◆ Problem to work on
What you return must match the entries exactly, except that the pictures are gone.

◆ Saved entries
----

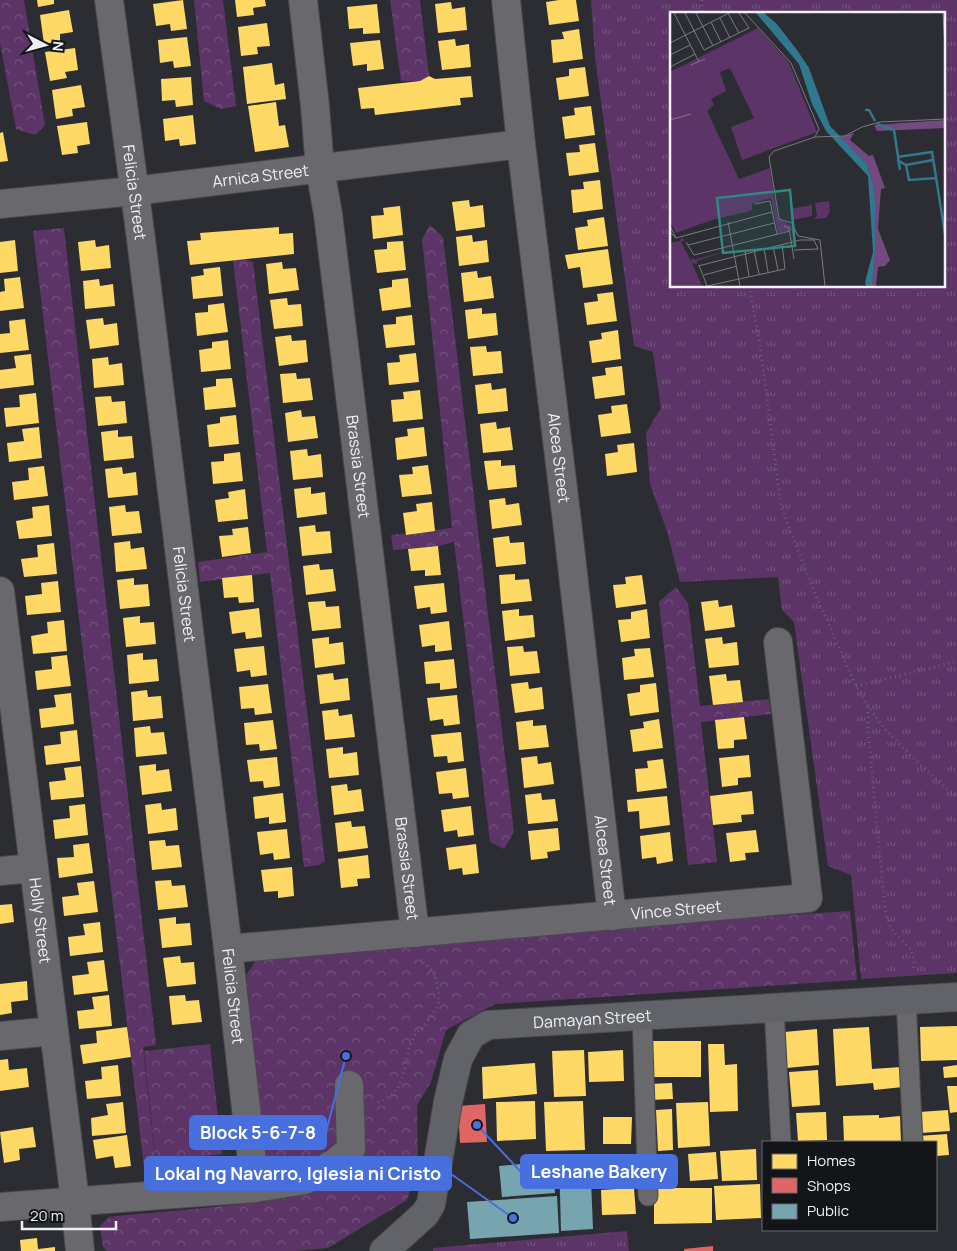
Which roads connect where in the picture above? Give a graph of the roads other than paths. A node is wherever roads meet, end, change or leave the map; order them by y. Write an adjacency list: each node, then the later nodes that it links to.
1 (109, 0): 6 (street, Felicia Street)
2 (303, 0): 5 (street, Brassia Street)
3 (506, 0): 4 (street, Alcea Street)
4 (521, 144): 5 (street, Arnica Street); 13 (street, Alcea Street)
5 (320, 168): 6 (street, Arnica Street); 14 (street, Brassia Street)
6 (134, 191): 7 (street, Arnica Street); 15 (street, Felicia Street)
7 (0, 204)
8 (0, 591): 10 (street, Holly Street)
9 (778, 642): 13 (street, Vince Street)
10 (7, 706): 11 (street, Holly Street)
11 (34, 868): 12 (street); 20 (street, Holly Street)
12 (0, 871)
13 (612, 916): 14 (street, Vince Street)
14 (415, 933): 15 (street, Vince Street)
15 (228, 949): 25 (street, Felicia Street)
16 (957, 997): 17 (street, Damayan Street)
17 (906, 999): 18 (street, Damayan Street); 24 (lane)
18 (774, 1007): 19 (street, Damayan Street); 23 (lane)
19 (642, 1016): 26 (lane); 29 (street, Damayan Street)
20 (54, 1031): 21 (street); 27 (street, Holly Street)
21 (0, 1036)
22 (350, 1098): 25 (street)
23 (782, 1141)
24 (913, 1141)
25 (255, 1188): 27 (street)
26 (648, 1196)
27 (75, 1201): 28 (street); 30 (street, Holly Street)
28 (0, 1207)
29 (409, 1241): 31 (street, Damayan Street)
30 (80, 1251)
31 (384, 1251)

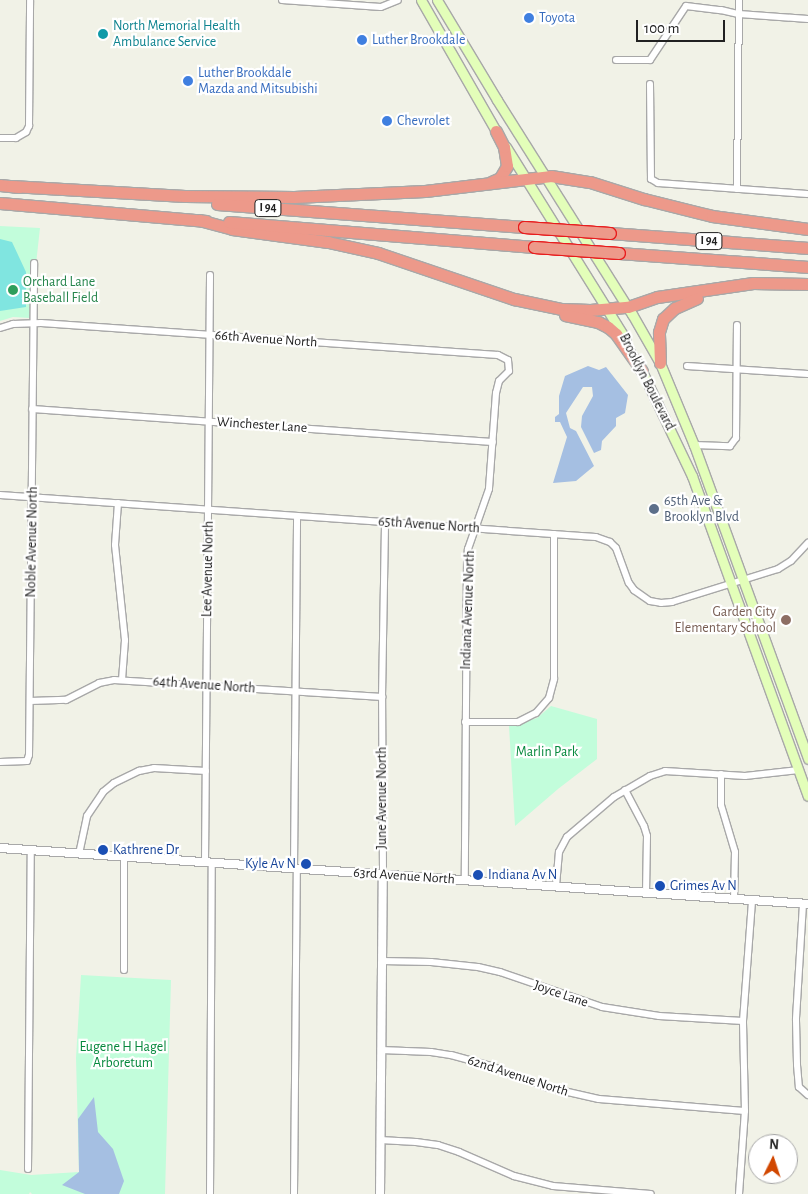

----

◆ Exercise answer
Which roads connect where in the picture above? Give a graph of the roads other than paths. A node is wherever roads meet, end, change or leave the map; order them by y. Write an adjacency list: each node, then the later nodes that it links to.
1 (109, 0): 6 (street, Felicia Street)
2 (303, 0): 5 (street, Brassia Street)
3 (506, 0): 4 (street, Alcea Street)
4 (521, 144): 5 (street, Arnica Street); 13 (street, Alcea Street)
5 (320, 168): 6 (street, Arnica Street); 14 (street, Brassia Street)
6 (134, 191): 7 (street, Arnica Street); 15 (street, Felicia Street)
7 (0, 204)
8 (0, 591): 10 (street, Holly Street)
9 (778, 642): 13 (street, Vince Street)
10 (7, 706): 11 (street, Holly Street)
11 (34, 868): 12 (street); 20 (street, Holly Street)
12 (0, 871)
13 (612, 916): 14 (street, Vince Street)
14 (415, 933): 15 (street, Vince Street)
15 (228, 949): 25 (street, Felicia Street)
16 (957, 997): 17 (street, Damayan Street)
17 (906, 999): 18 (street, Damayan Street); 24 (lane)
18 (774, 1007): 19 (street, Damayan Street); 23 (lane)
19 (642, 1016): 26 (lane); 29 (street, Damayan Street)
20 (54, 1031): 21 (street); 27 (street, Holly Street)
21 (0, 1036)
22 (350, 1098): 25 (street)
23 (782, 1141)
24 (913, 1141)
25 (255, 1188): 27 (street)
26 (648, 1196)
27 (75, 1201): 28 (street); 30 (street, Holly Street)
28 (0, 1207)
29 (409, 1241): 31 (street, Damayan Street)
30 (80, 1251)
31 (384, 1251)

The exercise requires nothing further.